- Goal of the exercise
If a line of the listing contains the string "paths", return that line.
<<<<
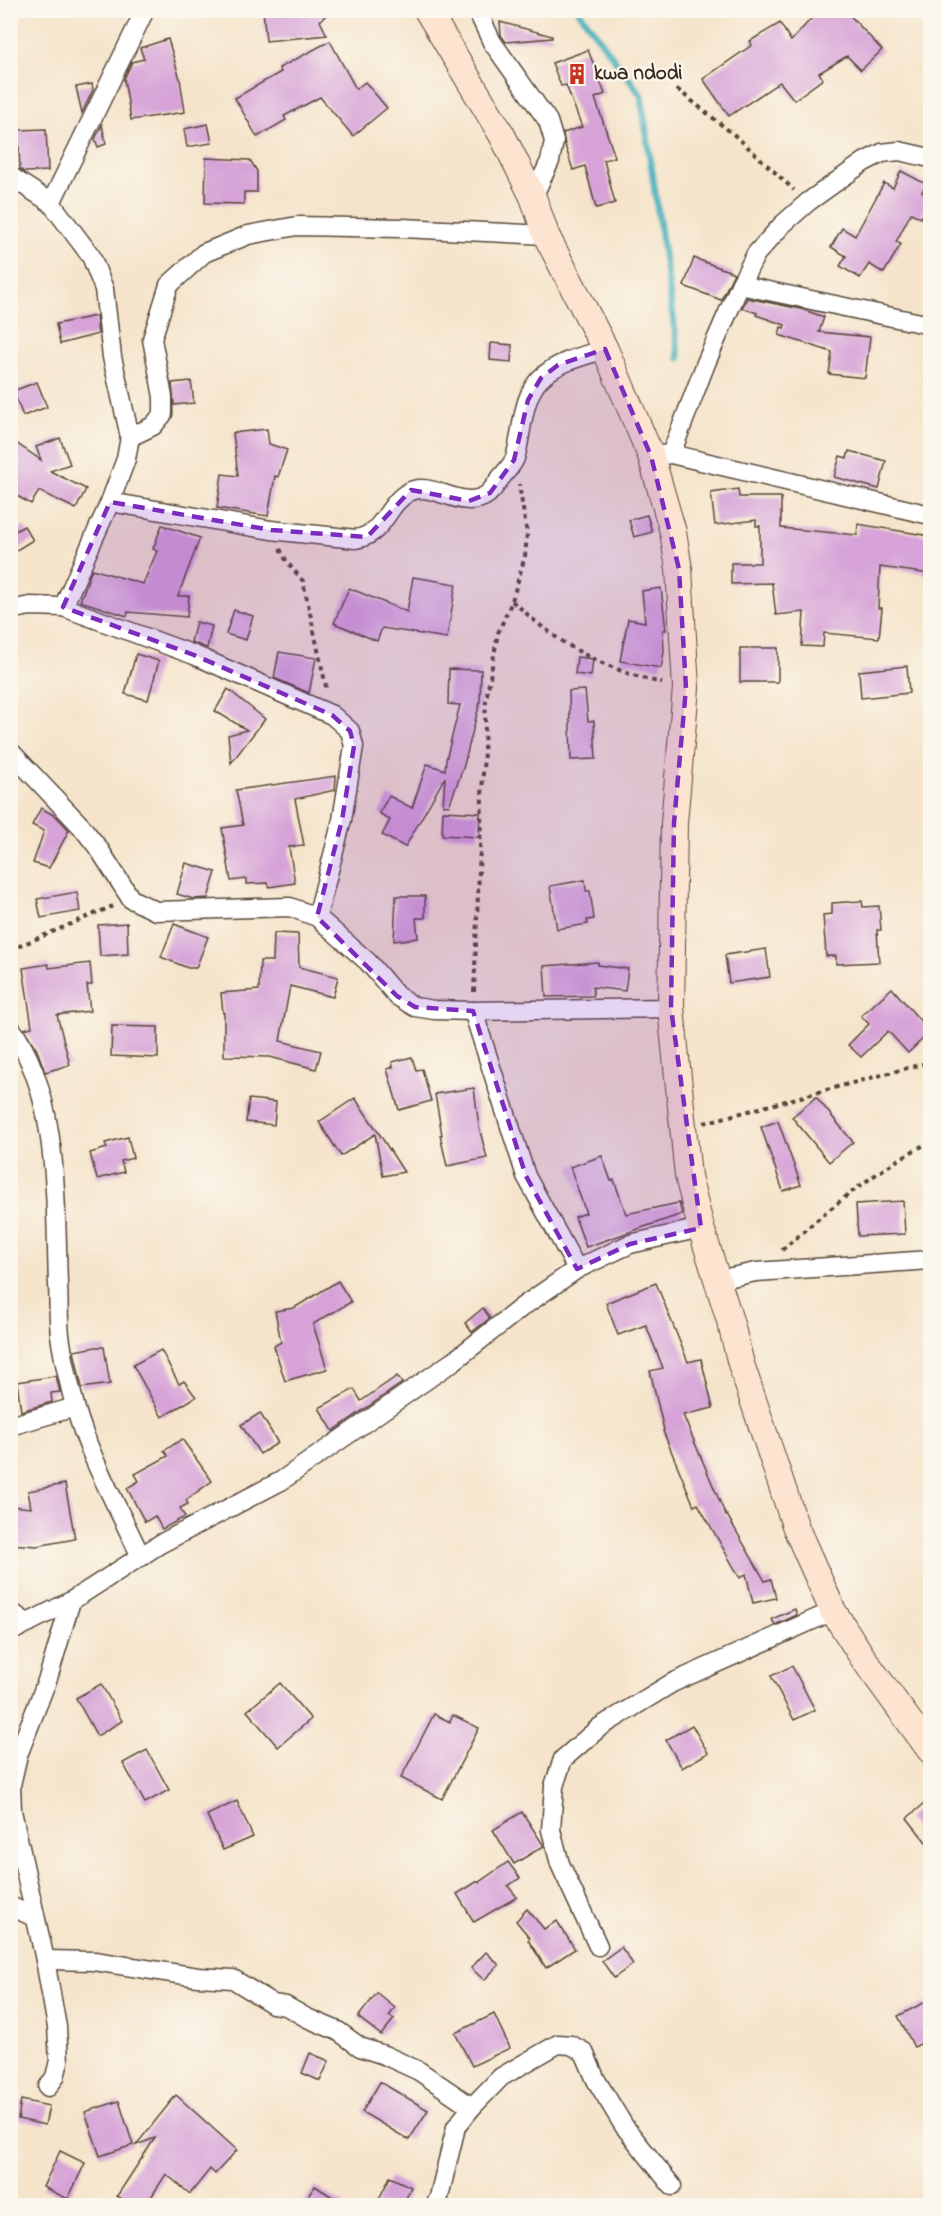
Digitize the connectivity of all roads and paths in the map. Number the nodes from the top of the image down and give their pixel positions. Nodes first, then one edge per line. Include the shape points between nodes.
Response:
1 (145, 10) edge
2 (427, 10) edge
3 (477, 10) edge
4 (677, 88) dead end
5 (930, 158) edge
6 (10, 176) edge
7 (533, 196) junction
8 (808, 202) junction
9 (51, 203) junction
10 (546, 235) junction
11 (740, 285) junction
12 (930, 325) edge
13 (604, 349) junction
14 (130, 437) junction
15 (661, 455) junction
16 (514, 460) junction
17 (110, 502) junction
18 (930, 515) edge
19 (271, 530) junction
20 (512, 601) junction
21 (63, 607) junction
22 (10, 610) edge
23 (686, 688) junction
24 (332, 715) junction
25 (10, 751) edge
26 (131, 899) junction
27 (317, 917) junction
28 (10, 951) edge
29 (671, 1008) junction
30 (473, 1011) junction
31 (10, 1027) edge
32 (930, 1062) edge
33 (683, 1129) junction
34 (930, 1142) edge
35 (701, 1228) junction
36 (930, 1260) edge
37 (577, 1269) junction
38 (756, 1272) junction
39 (717, 1280) junction
40 (75, 1407) junction
41 (10, 1426) edge
42 (141, 1557) junction
43 (71, 1601) junction
44 (10, 1611) edge
45 (833, 1611) junction
46 (27, 1623) junction
47 (10, 1632) edge
48 (929, 1745) edge
49 (10, 1906) edge
50 (34, 1917) junction
51 (598, 1946) dead end
52 (45, 1959) junction
53 (48, 2087) dead end
54 (472, 2107) junction
55 (672, 2186) dead end
56 (435, 2205) edge

1 - 9 street
2 - 7 street via 502,135
3 - 7 street via 492,42 548,122 554,141 550,161
4 - 8 path
5 - 8 street via 900,150 882,153
6 - 9 street
7 - 10 street
8 - 11 street via 756,254
9 - 14 street via 91,256 104,289 112,357
10 - 13 street
10 - 14 street via 297,226 248,235 204,253 169,285 152,339 163,414 153,426
11 - 12 street
11 - 15 street
13 - 15 street
13 - 16 street via 558,365 541,378 528,400
14 - 17 street
15 - 18 street
15 - 23 street via 677,560
16 - 19 street via 490,493 479,499 469,501 411,490 367,537
16 - 20 path via 527,534
17 - 19 street
17 - 21 street
19 - 24 path via 286,562 303,581
20 - 23 path via 549,632 584,653 642,679
20 - 30 path via 498,633 486,700
21 - 22 street
21 - 24 street via 194,655
23 - 29 street via 674,823
24 - 27 street via 350,731 354,746 342,820
25 - 26 street via 87,834
26 - 27 street via 156,910 290,907
26 - 28 path
27 - 30 street via 368,962 397,996 434,1010
29 - 30 street
29 - 33 street
30 - 37 street via 526,1176
31 - 40 street via 33,1067 47,1127 55,1204 60,1334
32 - 33 path
33 - 35 street via 688,1176
34 - 38 path via 839,1201
35 - 37 street via 630,1244
35 - 39 street
36 - 38 street
37 - 42 street via 455,1360 280,1481
38 - 39 street
39 - 45 street via 796,1528
40 - 41 street
40 - 42 street
42 - 43 street
43 - 46 street
43 - 50 street via 11,1785 12,1810
44 - 46 street
45 - 48 street
45 - 51 street via 672,1683 600,1727 563,1759 554,1786 551,1830 560,1864
46 - 47 street
49 - 50 street
50 - 52 street
52 - 53 street via 59,2046 55,2077
52 - 54 street via 94,1961 233,1979 273,2004 286,2006 338,2031 360,2047 419,2071
54 - 55 street via 501,2078 558,2044 571,2044 584,2052 624,2126
54 - 56 street via 456,2127

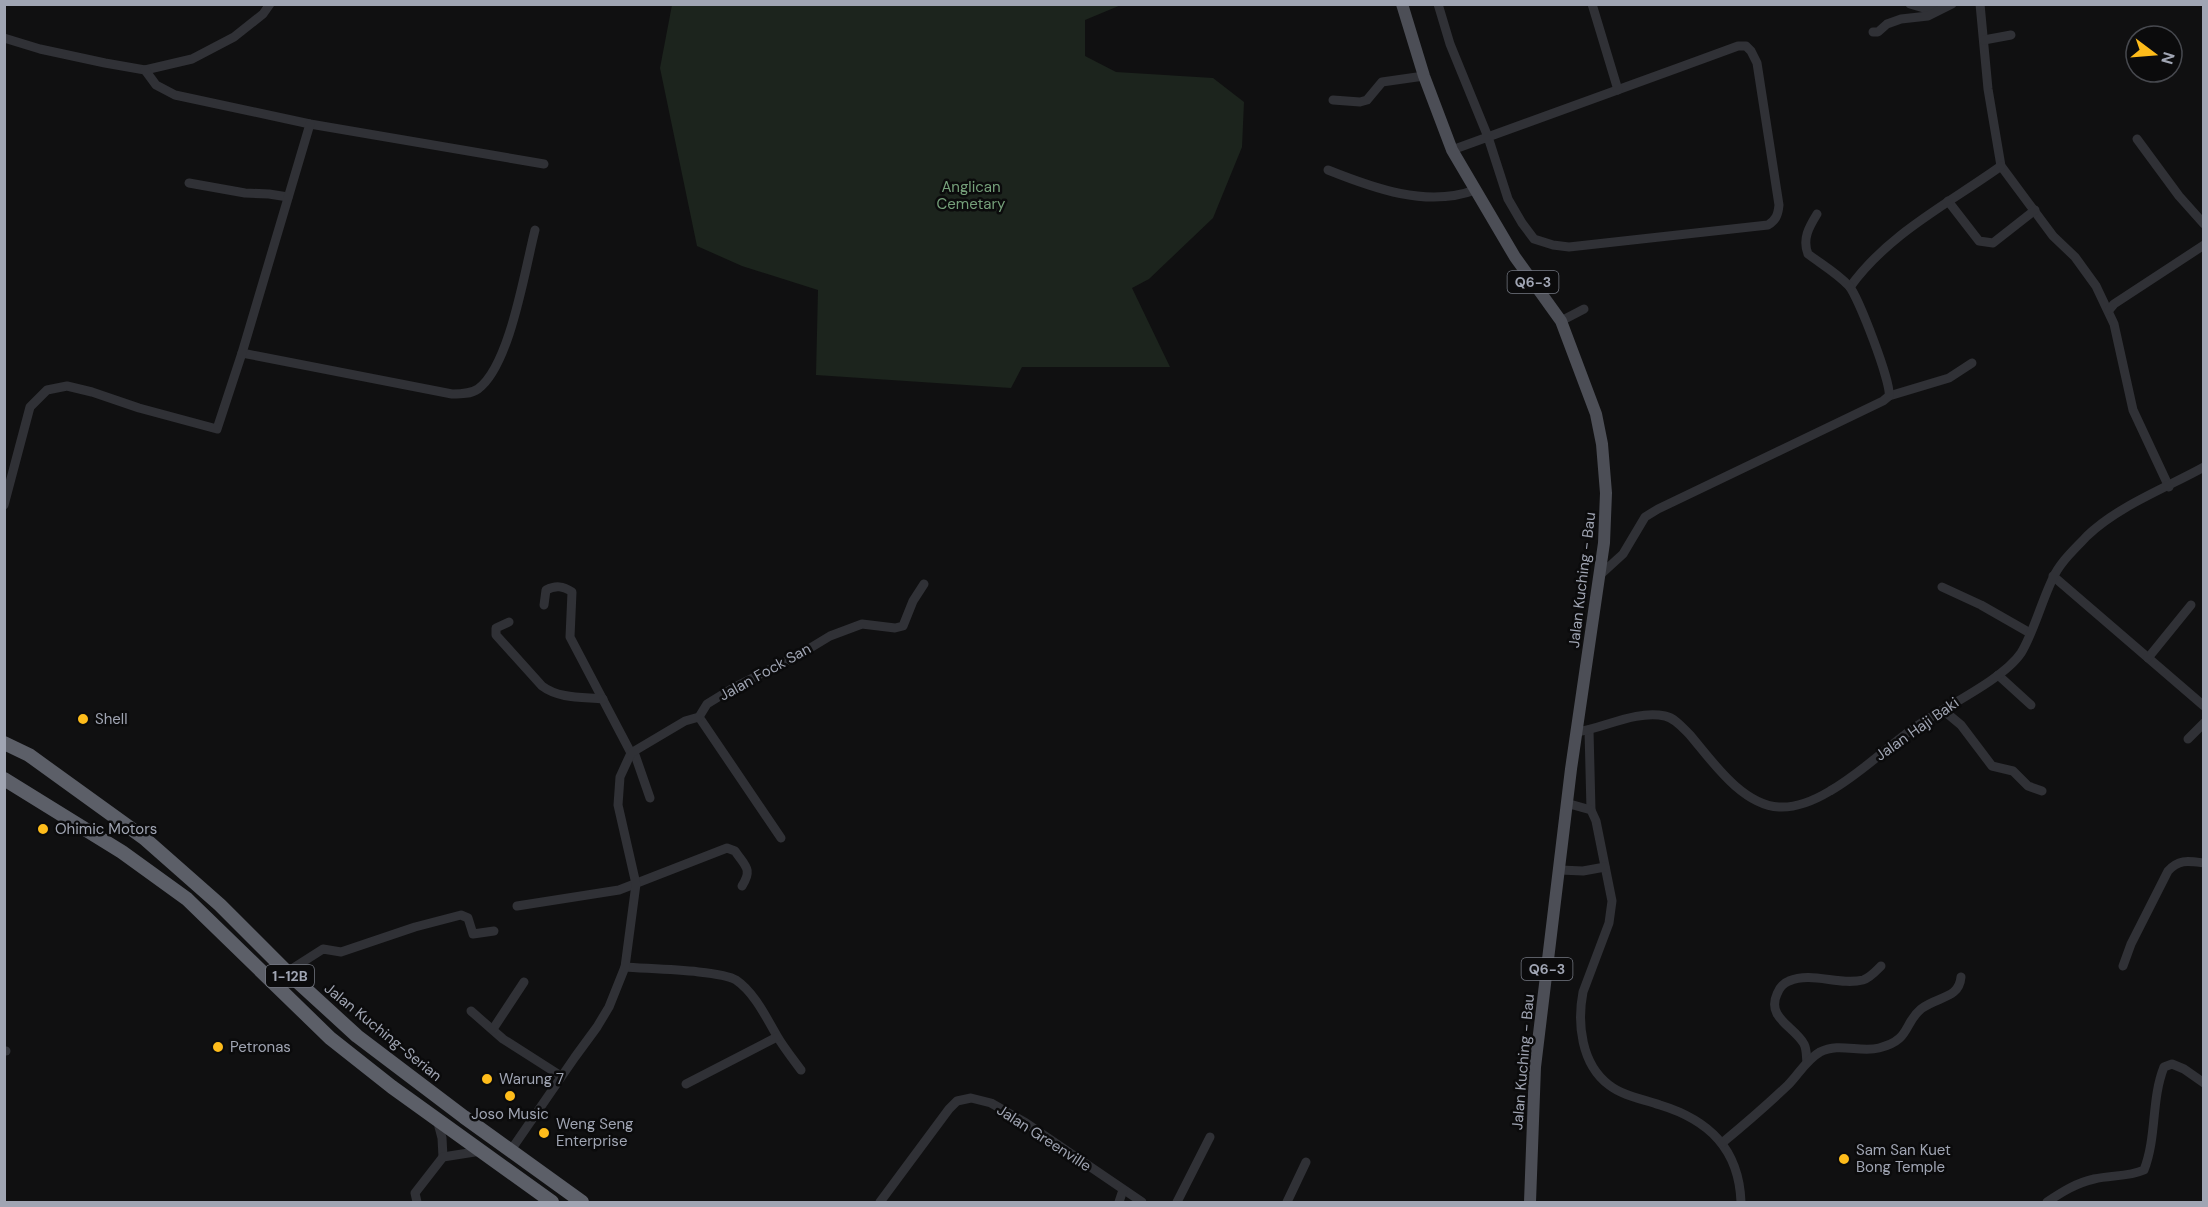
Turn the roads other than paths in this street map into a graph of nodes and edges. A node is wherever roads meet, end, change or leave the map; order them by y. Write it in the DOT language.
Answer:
graph roads {
  1 [pos="270,4"];
  2 [pos="1402,4"];
  3 [pos="1438,4"];
  4 [pos="1592,4"];
  5 [pos="1910,4"];
  6 [pos="1951,4"];
  7 [pos="1980,4"];
  8 [pos="1873,32"];
  9 [pos="2011,35"];
  10 [pos="4,38"];
  11 [pos="1984,40"];
  12 [pos="145,70"];
  13 [pos="1424,76"];
  14 [pos="1618,90"];
  15 [pos="1333,100"];
  16 [pos="310,124"];
  17 [pos="1488,137"];
  18 [pos="2137,139"];
  19 [pos="1452,150"];
  20 [pos="544,164"];
  21 [pos="2001,166"];
  22 [pos="1328,170"];
  23 [pos="189,183"];
  24 [pos="1475,190"];
  25 [pos="288,197"];
  26 [pos="1948,201"];
  27 [pos="2035,210"];
  28 [pos="1817,214"];
  29 [pos="2204,224"];
  30 [pos="535,230"];
  31 [pos="2204,245"];
  32 [pos="1850,287"];
  33 [pos="1584,309"];
  34 [pos="2109,310"];
  35 [pos="1561,321"];
  36 [pos="242,353"];
  37 [pos="1972,363"];
  38 [pos="1889,396"];
  39 [pos="2204,466"];
  40 [pos="2169,486"];
  41 [pos="4,505"];
  42 [pos="1600,575"];
  43 [pos="2053,576"];
  44 [pos="924,584"];
  45 [pos="1942,587"];
  46 [pos="544,605"];
  47 [pos="2191,605"];
  48 [pos="509,622"];
  49 [pos="2030,633"];
  50 [pos="2148,658"];
  51 [pos="1998,675"];
  52 [pos="603,699"];
  53 [pos="2031,705"];
  54 [pos="2204,706"];
  55 [pos="1943,710"];
  56 [pos="699,717"];
  57 [pos="2204,723"];
  58 [pos="1583,731"];
  59 [pos="2188,739"];
  60 [pos="4,743"];
  61 [pos="632,752"];
  62 [pos="4,779"];
  63 [pos="2042,791"];
  64 [pos="650,798"];
  65 [pos="1566,803"];
  66 [pos="1591,810"];
  67 [pos="781,838"];
  68 [pos="2204,863"];
  69 [pos="1605,867"];
  70 [pos="1560,870"];
  71 [pos="636,884"];
  72 [pos="742,886"];
  73 [pos="517,906"];
  74 [pos="494,931"];
  75 [pos="1881,966"];
  76 [pos="2123,966"];
  77 [pos="625,967"];
  78 [pos="287,972"];
  79 [pos="1961,977"];
  80 [pos="524,982"];
  81 [pos="471,1011"];
  82 [pos="493,1029"];
  83 [pos="777,1037"];
  84 [pos="1807,1062"];
  85 [pos="801,1070"];
  86 [pos="561,1076"];
  87 [pos="2204,1083"];
  88 [pos="686,1084"];
  89 [pos="437,1119"];
  90 [pos="1210,1137"];
  91 [pos="1722,1143"];
  92 [pos="511,1150"];
  93 [pos="481,1151"];
  94 [pos="443,1157"];
  95 [pos="1306,1162"];
  96 [pos="1123,1190"];
  97 [pos="417,1203"];
  98 [pos="552,1203"];
  99 [pos="582,1203"];
  100 [pos="880,1203"];
  101 [pos="1119,1203"];
  102 [pos="1142,1203"];
  103 [pos="1177,1203"];
  104 [pos="1287,1203"];
  105 [pos="1530,1203"];
  106 [pos="1741,1203"];
  107 [pos="2047,1203"];
  1 -- 12 [label="street"];
  2 -- 13 [label="main road, Jalan Kuching - Bau / Q6-3"];
  3 -- 17 [label="street"];
  4 -- 14 [label="street"];
  5 -- 6 [label="street"];
  6 -- 8 [label="street"];
  7 -- 11 [label="street"];
  9 -- 11 [label="street"];
  10 -- 12 [label="street"];
  11 -- 21 [label="street"];
  12 -- 16 [label="street"];
  13 -- 15 [label="street"];
  13 -- 19 [label="main road, Jalan Kuching - Bau / Q6-3"];
  14 -- 17 [label="street"];
  14 -- 17 [label="street"];
  16 -- 20 [label="street"];
  16 -- 25 [label="street"];
  17 -- 19 [label="street"];
  18 -- 29 [label="street"];
  19 -- 24 [label="main road, Jalan Kuching - Bau / Q6-3"];
  21 -- 26 [label="street"];
  21 -- 27 [label="street"];
  22 -- 24 [label="street"];
  23 -- 25 [label="street"];
  24 -- 35 [label="main road, Jalan Kuching - Bau / Q6-3"];
  25 -- 36 [label="street"];
  26 -- 27 [label="street"];
  26 -- 32 [label="street"];
  27 -- 34 [label="street"];
  28 -- 32 [label="street"];
  30 -- 36 [label="street"];
  31 -- 34 [label="street"];
  32 -- 38 [label="street"];
  33 -- 35 [label="street"];
  34 -- 40 [label="street"];
  35 -- 42 [label="main road, Jalan Kuching - Bau / Q6-3"];
  36 -- 41 [label="street"];
  37 -- 38 [label="street"];
  38 -- 42 [label="street"];
  39 -- 40 [label="street, Jalan Haji Baki"];
  40 -- 43 [label="street, Jalan Haji Baki"];
  42 -- 58 [label="main road, Jalan Kuching - Bau / Q6-3"];
  43 -- 49 [label="street, Jalan Haji Baki"];
  43 -- 50 [label="street"];
  44 -- 56 [label="street, Jalan Fock San"];
  45 -- 49 [label="street"];
  46 -- 52 [label="street"];
  47 -- 50 [label="street"];
  48 -- 52 [label="street"];
  49 -- 51 [label="street, Jalan Haji Baki"];
  50 -- 54 [label="street"];
  51 -- 53 [label="street"];
  51 -- 55 [label="street, Jalan Haji Baki"];
  52 -- 61 [label="street"];
  55 -- 58 [label="street, Jalan Haji Baki"];
  55 -- 63 [label="street"];
  56 -- 61 [label="street, Jalan Fock San"];
  56 -- 67 [label="street"];
  57 -- 59 [label="street"];
  58 -- 65 [label="main road, Jalan Kuching - Bau / Q6-3"];
  58 -- 66 [label="street"];
  60 -- 78 [label="highway, Jalan Kuching-Serian / 1-12B"];
  61 -- 64 [label="street"];
  61 -- 71 [label="street"];
  62 -- 89 [label="highway"];
  65 -- 66 [label="street"];
  65 -- 70 [label="main road, Jalan Kuching - Bau / Q6-3"];
  66 -- 69 [label="street"];
  68 -- 76 [label="street"];
  69 -- 70 [label="street"];
  69 -- 91 [label="street"];
  70 -- 105 [label="main road, Jalan Kuching - Bau / Q6-3"];
  71 -- 72 [label="street"];
  71 -- 73 [label="street"];
  71 -- 77 [label="street"];
  74 -- 78 [label="street"];
  75 -- 84 [label="street"];
  77 -- 83 [label="street"];
  77 -- 86 [label="street"];
  78 -- 92 [label="highway, Jalan Kuching-Serian / 1-12B"];
  79 -- 84 [label="street"];
  80 -- 82 [label="street"];
  81 -- 82 [label="street"];
  82 -- 86 [label="street"];
  83 -- 85 [label="street"];
  83 -- 88 [label="street"];
  84 -- 91 [label="street"];
  86 -- 92 [label="street"];
  87 -- 107 [label="street"];
  89 -- 93 [label="highway"];
  89 -- 94 [label="street"];
  90 -- 103 [label="street"];
  91 -- 106 [label="street"];
  92 -- 99 [label="highway, Jalan Kuching-Serian / 1-12B"];
  93 -- 94 [label="street"];
  93 -- 98 [label="highway"];
  94 -- 97 [label="street"];
  95 -- 104 [label="street"];
  96 -- 100 [label="street, Jalan Greenville"];
  96 -- 101 [label="street"];
  96 -- 102 [label="street, Jalan Greenville"];
}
>>>>
- Task response
Digitize the connectivity of all roads and paths in the map. Number the nodes from the top of the image down and give their pixel positions. Nodes first, then one edge per line. Include the shape points between nodes.
Turn the roads other than paths in this street map into a graph of nodes and edges. A node is wherever roads meet, end, change or leave the map; order them by y. Write it in the DOT language.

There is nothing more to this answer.